Saturday, December 10, 2011

GEO Group

Private prison complex a thriving business in a tanking economy
Prisoner bonds futures traded on Wall St by investment bankers


In the USA, the prison business is huge. Under the guise of punishment for a crime, prison owners have extremely cheap labour at their disposal. At least 86%, and possibly 94%, of all prisoners are nonviolent. They are there because they contracted with thugs - those who convinced them that doing drugs, most of which is marijuana and possession thereof, and ‘under the law’ they are to be punished. Now they are working for pennies an hour.

The drug biz is only the means to the end which is prison. Prisoners’ bonds are sold on the securities market to A G Edwards and Merrill Lynch. A felon is worth about $4 million, the city of the prison gets $40 million. Investors offer to buy for 40% and increases minimum 200% for bank securities. Over 50% of money market bonds are purchased in the Orient. The stockholders are the owners of Correction Corp of America which owns all the private prisons and sell the commercial paper on each prisoner/ slave. http://www.correctionscorp.com/

Paine Weber is the prime stockholder.
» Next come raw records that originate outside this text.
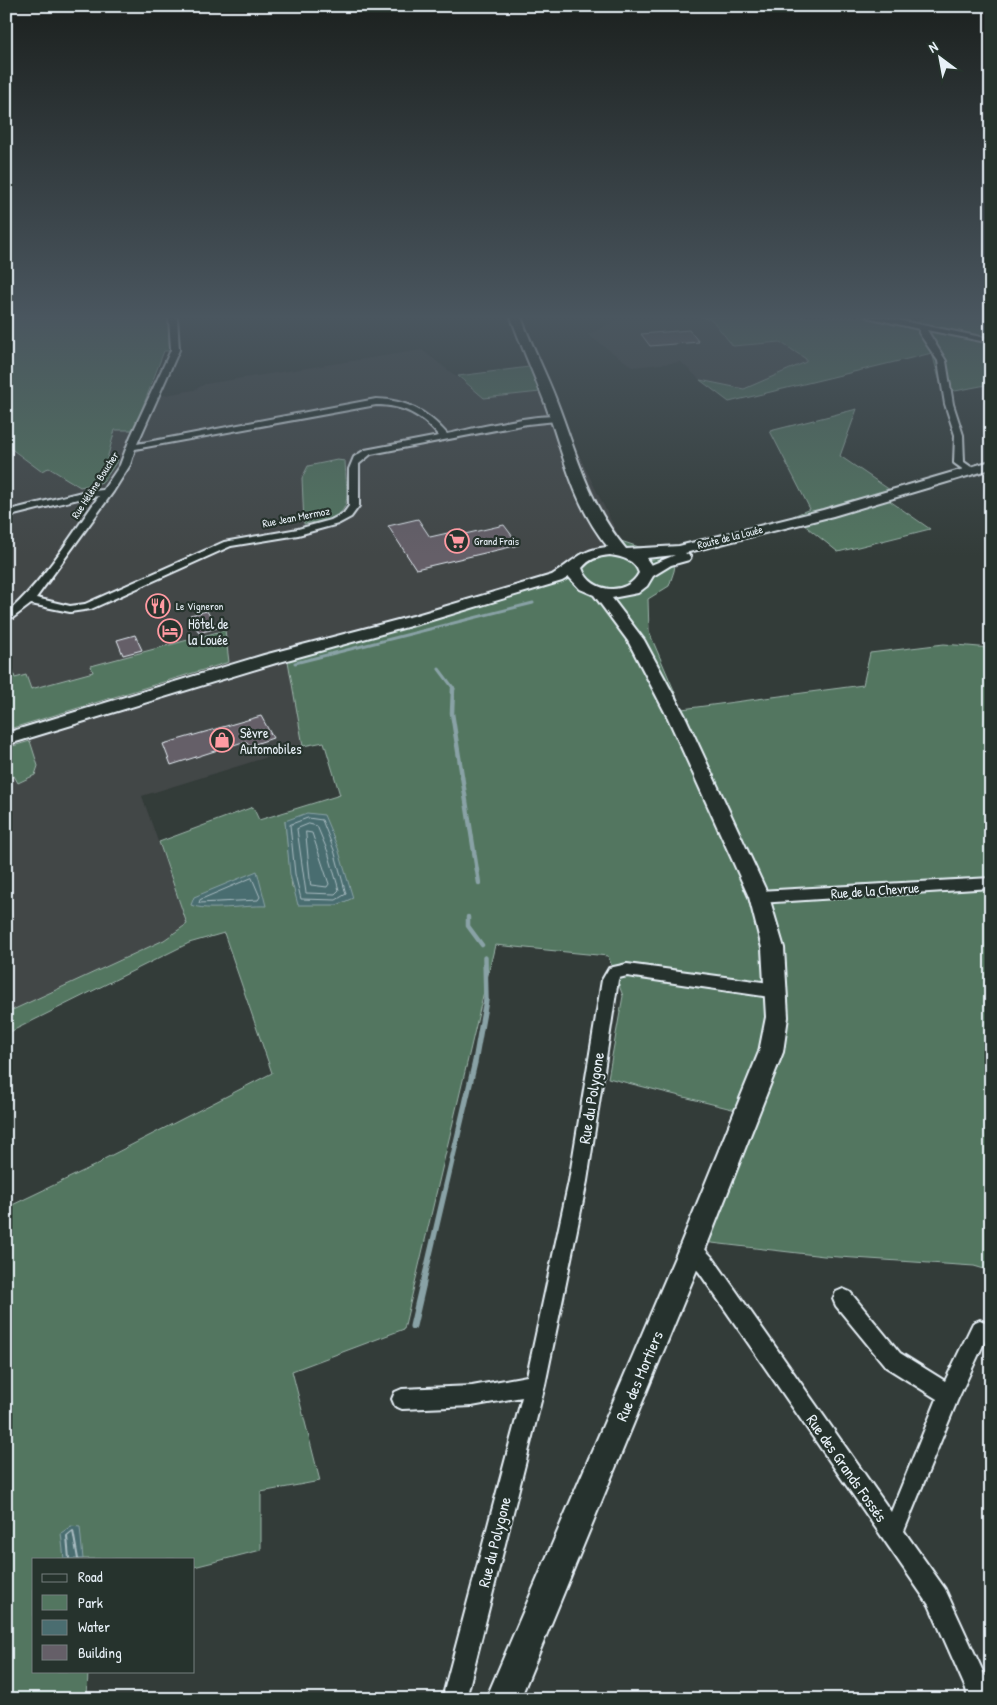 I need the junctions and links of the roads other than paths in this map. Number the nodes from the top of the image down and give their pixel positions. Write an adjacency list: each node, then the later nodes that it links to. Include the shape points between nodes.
1 (155, 397): 6 (street, Rue Hélène Boucher)
2 (548, 397): 4 (street)
3 (948, 397): 8 (street, via 959,435 959,463)
4 (556, 418): 5 (street, Rue Jean Mermoz); 12 (street)
5 (444, 436): 6 (street, via 413,407 376,402); 19 (street, Rue Jean Mermoz, via 368,452 357,458 353,470 354,506 338,522 228,544 87,607 70,609)
6 (133, 447): 9 (street, Rue Hélène Boucher)
7 (991, 465): 8 (street, Route de la Louée)
8 (971, 471): 10 (street, Route de la Louée)
9 (108, 492): 11 (street, via 82,495); 19 (street, Rue Hélène Boucher)
10 (828, 513): 14 (street, Route de la Louée, via 679,550); 16 (street, Route de la Louée, via 666,562)
11 (6, 514)
12 (595, 522): 13 (street); 14 (street)
13 (592, 554): 14 (street, Route de la Louée); 15 (street)
14 (625, 554): 16 (street, via 643,563)
15 (574, 568): 18 (street, via 577,579); 20 (street, via 557,578)
16 (647, 573): 17 (street, via 643,584)
17 (637, 588): 18 (street, via 619,592); 22 (street, via 629,604)
18 (594, 590): 20 (street, via 560,590); 22 (street)
19 (29, 600): 21 (street, Rue Hélène Boucher)
20 (419, 619): 23 (street, via 270,659)
21 (6, 620)
22 (636, 640): 25 (street, Rue des Mortiers, via 677,718)
23 (6, 739)
24 (991, 883): 25 (street, Rue de la Chevrue)
25 (759, 897): 26 (street, Rue des Mortiers, via 773,948)
26 (777, 991): 27 (street, Rue des Mortiers, via 777,1017 771,1052); 30 (street, Rue du Polygone, via 627,970 614,972 610,980 578,1181)
27 (692, 1250): 33 (street, Rue des Grands Fossés, via 706,1264); 36 (street, Rue des Mortiers)
28 (843, 1299): 31 (street, via 893,1360)
29 (980, 1330): 31 (street)
30 (534, 1385): 32 (street, via 472,1396); 35 (street, Rue du Polygone)
31 (949, 1395): 33 (street)
32 (402, 1399)
33 (891, 1532): 34 (street, Rue des Grands Fossés, via 937,1597)
34 (983, 1691)
35 (454, 1699)
36 (503, 1699)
If you hold stock with these international businesses you are betraying your fellows by keeping them in prison for a commercial crime, yet not the true crime of infringement on the life, liberty, property, or rights of another living soul. You wonder how the USA can afford a war? The banksters are selling your fellow living souls as goods which are warehoused in the prisons of the corporate USA/CA. Sixteen (16) pages of corporations are identified as involved in Prison Profit.

Don't bother to ask to look at their books - this aspect of their biz is not published. All investment firms work for the USA/CA. If you are involved, you might want to re-assess your intentions from a more ethical perspective. Every prisoner bond has a Committee on Uniform Securities Identification Program number (CUSIP) so you can track the trade and how much the principal (the prisoner) is worth, the funds of which he’ll never see...
(click here to read the rest of the story)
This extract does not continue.